SUPPLIED MATERIAL:
▶

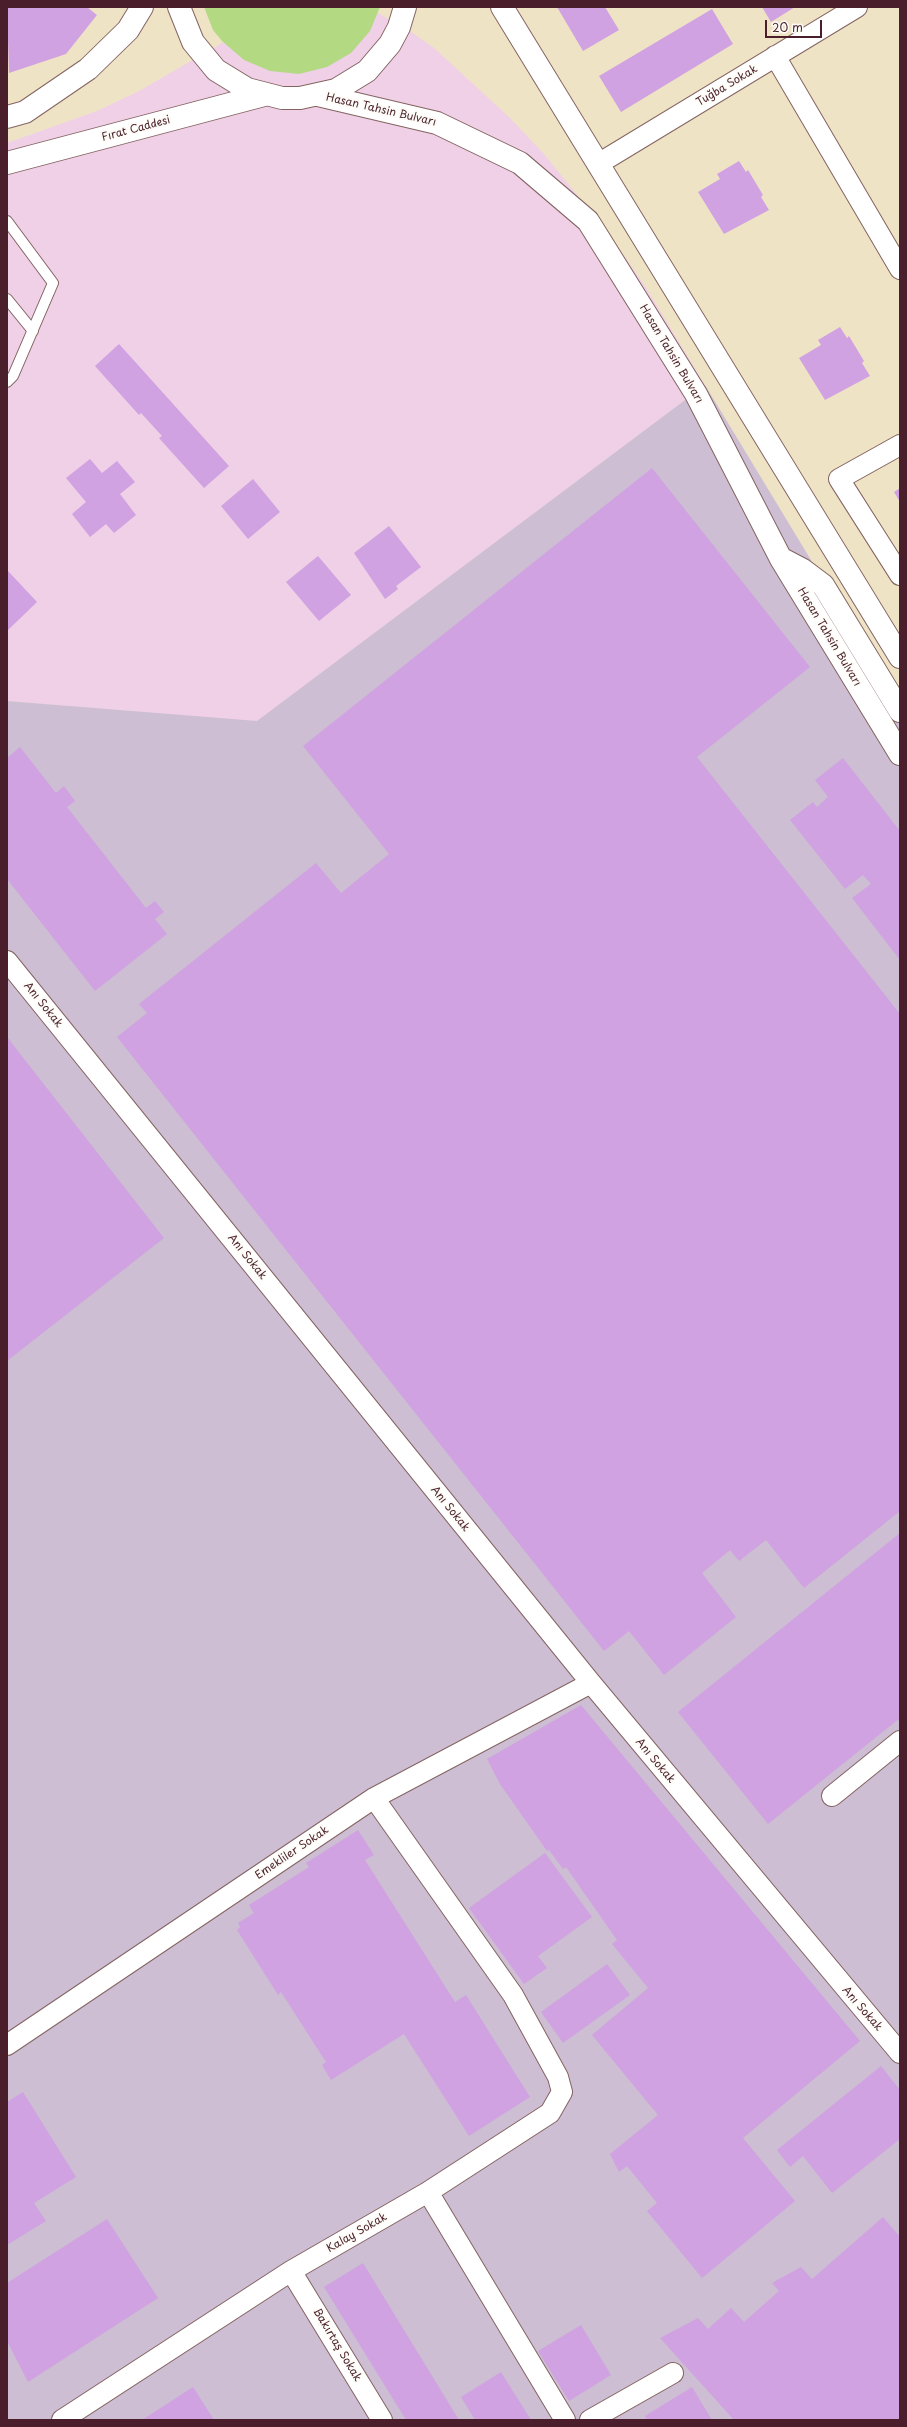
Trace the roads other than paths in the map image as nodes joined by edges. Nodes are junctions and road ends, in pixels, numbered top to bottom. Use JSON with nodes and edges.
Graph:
{"nodes":[{"id":1,"x":142,"y":7,"type":"edge"},
{"id":2,"x":179,"y":7,"type":"edge"},
{"id":3,"x":405,"y":7,"type":"edge"},
{"id":4,"x":502,"y":7,"type":"edge"},
{"id":5,"x":856,"y":7,"type":"edge"},
{"id":6,"x":776,"y":56,"type":"junction"},
{"id":7,"x":264,"y":95,"type":"junction"},
{"id":8,"x":318,"y":95,"type":"junction"},
{"id":9,"x":7,"y":117,"type":"edge"},
{"id":10,"x":7,"y":163,"type":"edge"},
{"id":11,"x":598,"y":164,"type":"junction"},
{"id":12,"x":7,"y":221,"type":"edge"},
{"id":13,"x":900,"y":268,"type":"edge"},
{"id":14,"x":7,"y":299,"type":"edge"},
{"id":15,"x":33,"y":331,"type":"junction"},
{"id":16,"x":9,"y":376,"type":"edge"},
{"id":17,"x":900,"y":445,"type":"edge"},
{"id":18,"x":781,"y":559,"type":"junction"},
{"id":19,"x":900,"y":575,"type":"edge"},
{"id":20,"x":900,"y":657,"type":"edge"},
{"id":21,"x":900,"y":711,"type":"edge"},
{"id":22,"x":900,"y":754,"type":"edge"},
{"id":23,"x":7,"y":960,"type":"edge"},
{"id":24,"x":591,"y":1683,"type":"junction"},
{"id":25,"x":900,"y":1741,"type":"edge"},
{"id":26,"x":832,"y":1796,"type":"dead end"},
{"id":27,"x":374,"y":1798,"type":"junction"},
{"id":28,"x":7,"y":2045,"type":"edge"},
{"id":29,"x":900,"y":2053,"type":"edge"},
{"id":30,"x":428,"y":2192,"type":"junction"},
{"id":31,"x":291,"y":2270,"type":"junction"},
{"id":32,"x":673,"y":2373,"type":"dead end"},
{"id":33,"x":375,"y":2418,"type":"edge"},
{"id":34,"x":62,"y":2420,"type":"edge"},
{"id":35,"x":565,"y":2420,"type":"edge"},
{"id":36,"x":590,"y":2420,"type":"edge"}],
"edges":[{"from":1,"to":9,"type":"main road"},
{"from":2,"to":7,"type":"main road"},
{"from":3,"to":8,"type":"main road"},
{"from":4,"to":11,"type":"main road"},
{"from":5,"to":6,"type":"street","name":"Tuğba Sokak"},
{"from":6,"to":11,"type":"street","name":"Tuğba Sokak"},
{"from":6,"to":13,"type":"street"},
{"from":7,"to":8,"type":"main road"},
{"from":7,"to":10,"type":"main road","name":"Fırat Caddesi"},
{"from":8,"to":18,"type":"main road","name":"Hasan Tahsin Bulvarı"},
{"from":11,"to":20,"type":"main road"},
{"from":12,"to":15,"type":"lane"},
{"from":14,"to":15,"type":"lane"},
{"from":15,"to":16,"type":"lane"},
{"from":17,"to":19,"type":"street"},
{"from":18,"to":21,"type":"main road"},
{"from":18,"to":22,"type":"main road","name":"Hasan Tahsin Bulvarı"},
{"from":23,"to":24,"type":"street","name":"Anı Sokak"},
{"from":24,"to":27,"type":"street","name":"Emekliler Sokak"},
{"from":24,"to":29,"type":"street","name":"Anı Sokak"},
{"from":25,"to":26,"type":"street"},
{"from":27,"to":28,"type":"street","name":"Emekliler Sokak"},
{"from":27,"to":30,"type":"street","name":"Kalay Sokak"},
{"from":30,"to":31,"type":"street","name":"Kalay Sokak"},
{"from":30,"to":35,"type":"street"},
{"from":31,"to":33,"type":"street","name":"Bakırtaş Sokak"},
{"from":31,"to":34,"type":"street","name":"Kalay Sokak"},
{"from":32,"to":36,"type":"street"}]}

◀

INSTRUCTIONS TO FOLLOW: The lines you need are those holding the word "Emekliler"; copy each of them from the material above.

SOLVED EXERCISE:
{"from":24,"to":27,"type":"street","name":"Emekliler Sokak"},
{"from":27,"to":28,"type":"street","name":"Emekliler Sokak"},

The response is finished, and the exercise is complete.